El cantante neoyorquino Lenny Kravitz ofreció la noche del sábado, en el Velódromo Lluis Puig de Valencia, la primera actuación en España de su gira Europea LLR 20(09), que conmemora sus 20 años en la profesión, y en la que consiguió entusiasmar a 5.500 personas que se mostraron entregadas a los ritmos roqueros del artista.
Unos efectos de flashes que contrastaban con la negra estética de todos los músicos posicionados sobre el escenario, dieron la bienvenida a Kravitz, quien escogió un tema instrumental para comenzar el concierto y al que fue enlazando el resto de la veintena de canciones que interpretó en su recital.
Los colores de la escenografía fueron variando al tiempo que el público se entregaba a las peticiones de palmas, bailes y saltos que Kravitz pedía desde la tarima a su aforo, con el que se mostró cercano y al que agradeció su presencia, ya que prefirió verlo a él antes que "al importante partido de fútbol (Real Madrid- Barcelona) que se jugaba hoy".
Instrumentos como la guitarra eléctrica, la batería y el piano, fueron coprotagonistas de la actuación de esta noche, en la que el también productor y arreglista, hizo un homenaje a otros artistas como Pink Floyd o Michael Jackson, de los que entonó algunos de sus temas más conocidos.
Tras un par de baladas, uno de los mayores aplausos llegaron cuando, después de unos segundos de silencio, se escucharon en el recinto los primeros acordes en el piano de uno de sus últimos singles, I'll Be Waiting, canción que el estadounidense alargó durante más de diez minutos para deleite de sus más incondicionales.

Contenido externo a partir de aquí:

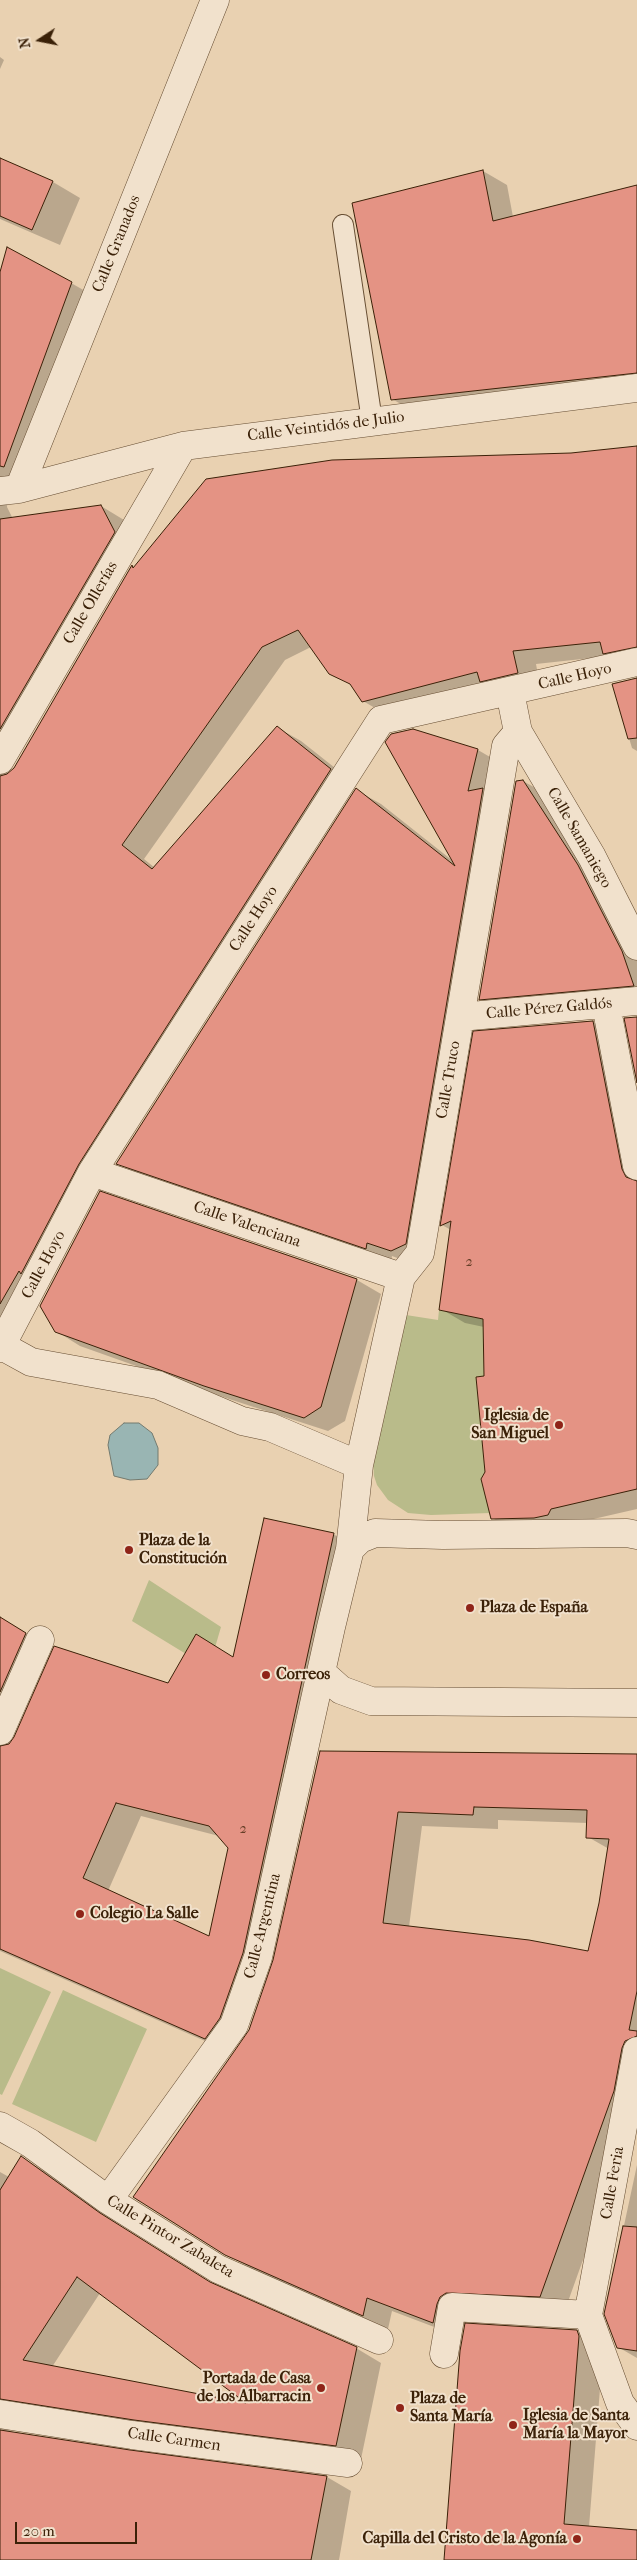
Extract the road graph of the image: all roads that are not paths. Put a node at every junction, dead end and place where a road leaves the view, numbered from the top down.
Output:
1 (215, 0) edge
2 (343, 225) dead end
3 (637, 388) edge
4 (372, 421) junction
5 (183, 446) junction
6 (10, 490) edge
7 (637, 662) edge
8 (510, 692) junction
9 (518, 732) junction
10 (0, 760) edge
11 (637, 946) edge
12 (637, 1001) edge
13 (606, 1005) junction
14 (460, 1017) junction
15 (637, 1166) edge
16 (92, 1172) junction
17 (401, 1277) junction
18 (1, 1347) edge
19 (359, 1465) junction
20 (637, 1535) edge
21 (350, 1549) junction
22 (40, 1640) dead end
23 (322, 1673) junction
24 (637, 1703) edge
25 (0, 1731) edge
26 (637, 2052) edge
27 (3, 2135) edge
28 (108, 2200) junction
29 (588, 2315) junction
30 (379, 2340) dead end
31 (444, 2354) dead end
32 (0, 2414) edge
33 (637, 2426) edge
34 (348, 2463) dead end

1 - 6 street, Calle Granados
2 - 4 lane
3 - 4 street, Calle Veintidós de Julio
4 - 5 street, Calle Veintidós de Julio
5 - 6 street, Calle Veintidós de Julio
5 - 10 street, Calle Ollerías
7 - 8 street, Calle Hoyo
8 - 9 street
8 - 16 street, Calle Hoyo
9 - 11 street, Calle Samaniego
9 - 14 street, Calle Truco
12 - 13 street, Calle Pérez Galdós
13 - 14 street, Calle Pérez Galdós
13 - 15 street
14 - 17 street, Calle Truco
16 - 17 street, Calle Valenciana
16 - 18 street, Calle Hoyo
17 - 19 street, Calle Truco
18 - 19 street
19 - 21 street
20 - 21 street
21 - 23 street
22 - 25 street
23 - 24 street
23 - 28 street, Calle Argentina
26 - 29 street, Calle Feria
27 - 28 street, Calle Pintor Zabaleta
28 - 30 street, Calle Pintor Zabaleta
29 - 31 street
29 - 33 street
32 - 34 street, Calle Carmen

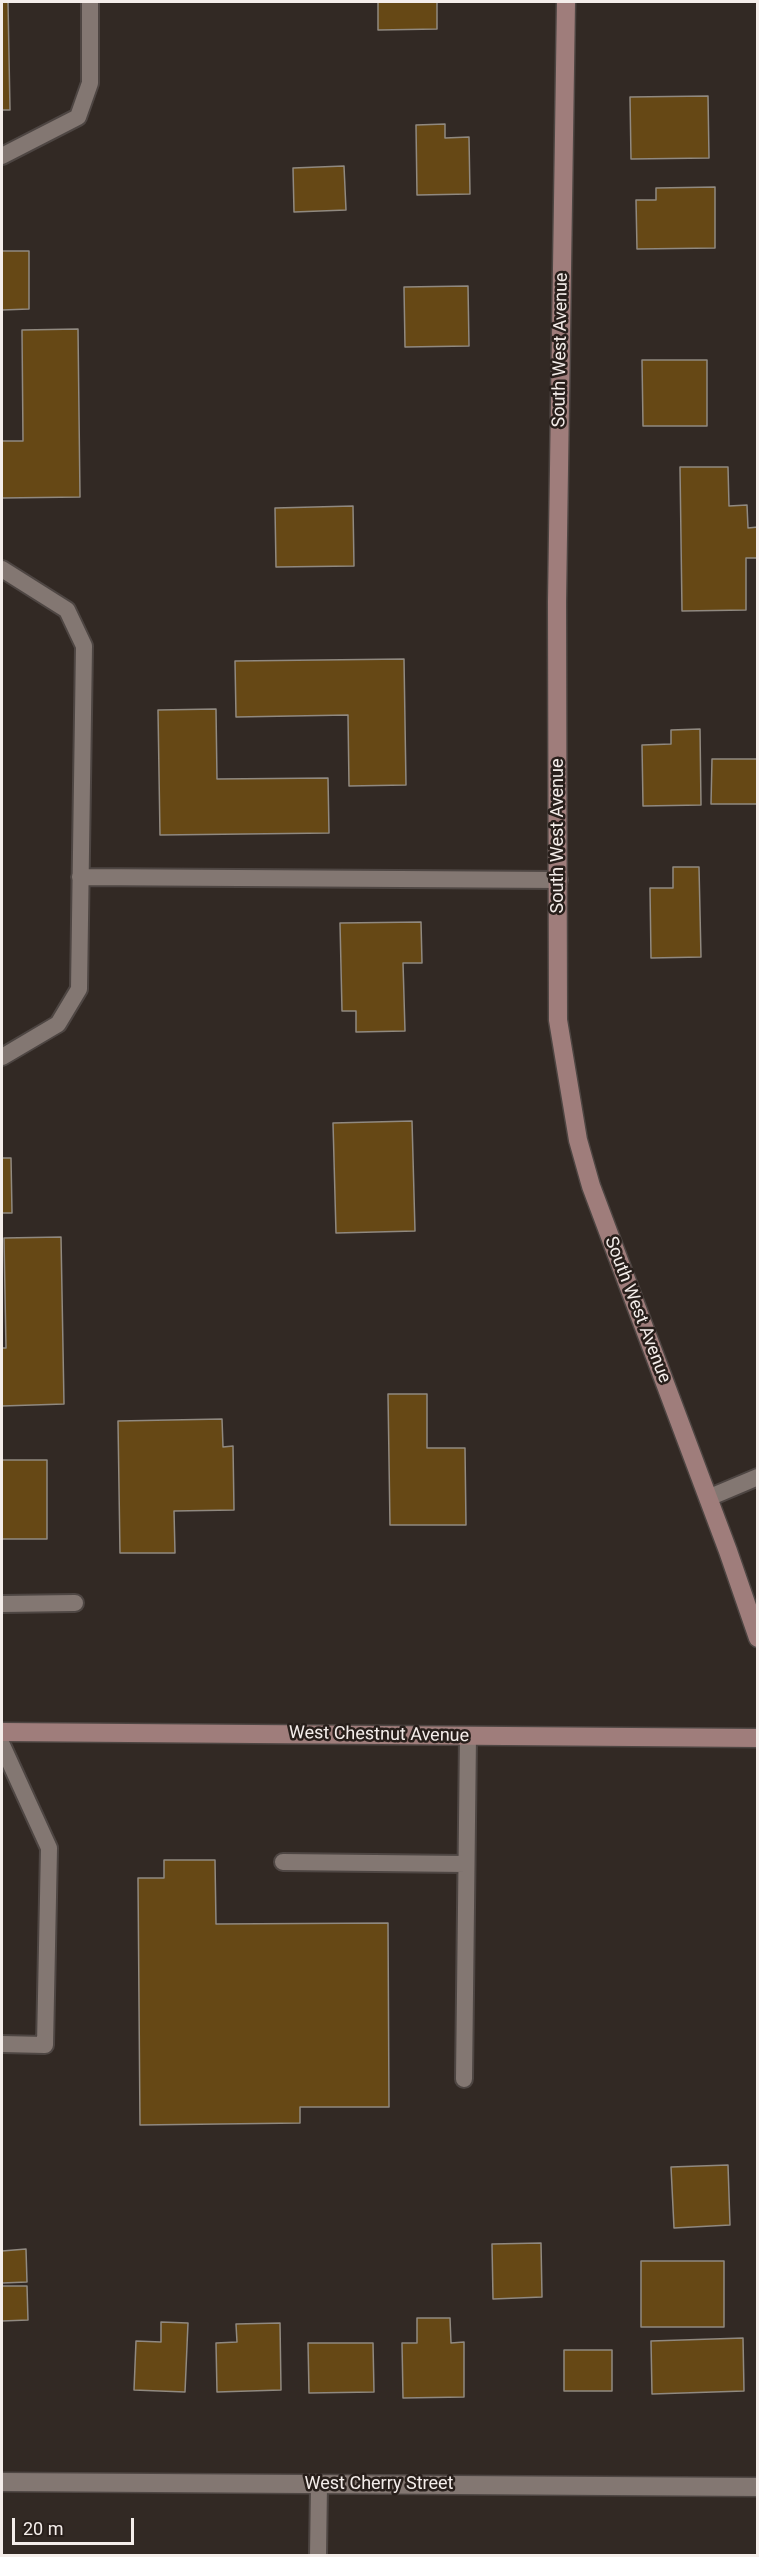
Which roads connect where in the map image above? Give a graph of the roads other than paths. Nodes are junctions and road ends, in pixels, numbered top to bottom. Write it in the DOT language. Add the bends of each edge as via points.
graph roads {
  1 [pos="90,2"];
  2 [pos="566,2"];
  3 [pos="2,156"];
  4 [pos="2,569"];
  5 [pos="80,877"];
  6 [pos="559,880"];
  7 [pos="2,1056"];
  8 [pos="758,1477"];
  9 [pos="708,1498"];
  10 [pos="75,1603"];
  11 [pos="2,1604"];
  12 [pos="758,1638"];
  13 [pos="2,1732"];
  14 [pos="468,1736"];
  15 [pos="758,1738"];
  16 [pos="2,1745"];
  17 [pos="283,1862"];
  18 [pos="466,1864"];
  19 [pos="2,2044"];
  20 [pos="464,2079"];
  21 [pos="2,2482"];
  22 [pos="319,2484"];
  23 [pos="758,2487"];
  24 [pos="318,2556"];
  1 -- 3 [label="lane" via="90,82 78,117"];
  2 -- 6 [label="street, South West Avenue" via="557,602"];
  4 -- 5 [label="lane" via="67,610 84,646"];
  5 -- 6 [label="lane"];
  5 -- 7 [label="lane" via="79,989 58,1024"];
  6 -- 9 [label="street, South West Avenue" via="558,1020 578,1140 591,1186"];
  8 -- 9 [label="lane"];
  9 -- 12 [label="street, South West Avenue"];
  10 -- 11 [label="lane"];
  13 -- 14 [label="street, West Chestnut Avenue"];
  14 -- 15 [label="street, West Chestnut Avenue"];
  14 -- 18 [label="lane"];
  16 -- 19 [label="lane" via="49,1848 45,2045"];
  17 -- 18 [label="lane"];
  18 -- 20 [label="lane"];
  21 -- 22 [label="street, West Cherry Street"];
  22 -- 23 [label="street, West Cherry Street"];
  22 -- 24 [label="lane"];
}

Sin embargo, fue en la parte final del concierto, cuando los espectadores, y el recinto también, vibraron al ritmo de la voz y la música de Kravitz, puesto que el artista interpretó sus canciones más famosas: American Woman y Fly Away, temas con los que ha ganado dos Grammy y que hicieron ponerse en pie al público ubicado en las gradas.
Dos horas más tarde del inicio del espectáculo, y tras haber fotografiado personalmente a los presentes, el cantante tocó como tema final otro de sus éxitos, Are you Gonna Go My Way, cuya traducción, "vas a seguir mi camino", se ha convertido en una descripción de lo acontecido en el concierto, donde todos, jóvenes y menos jóvenes, siguieron sin descanso la senda marcada por Kravitz desde el escenario.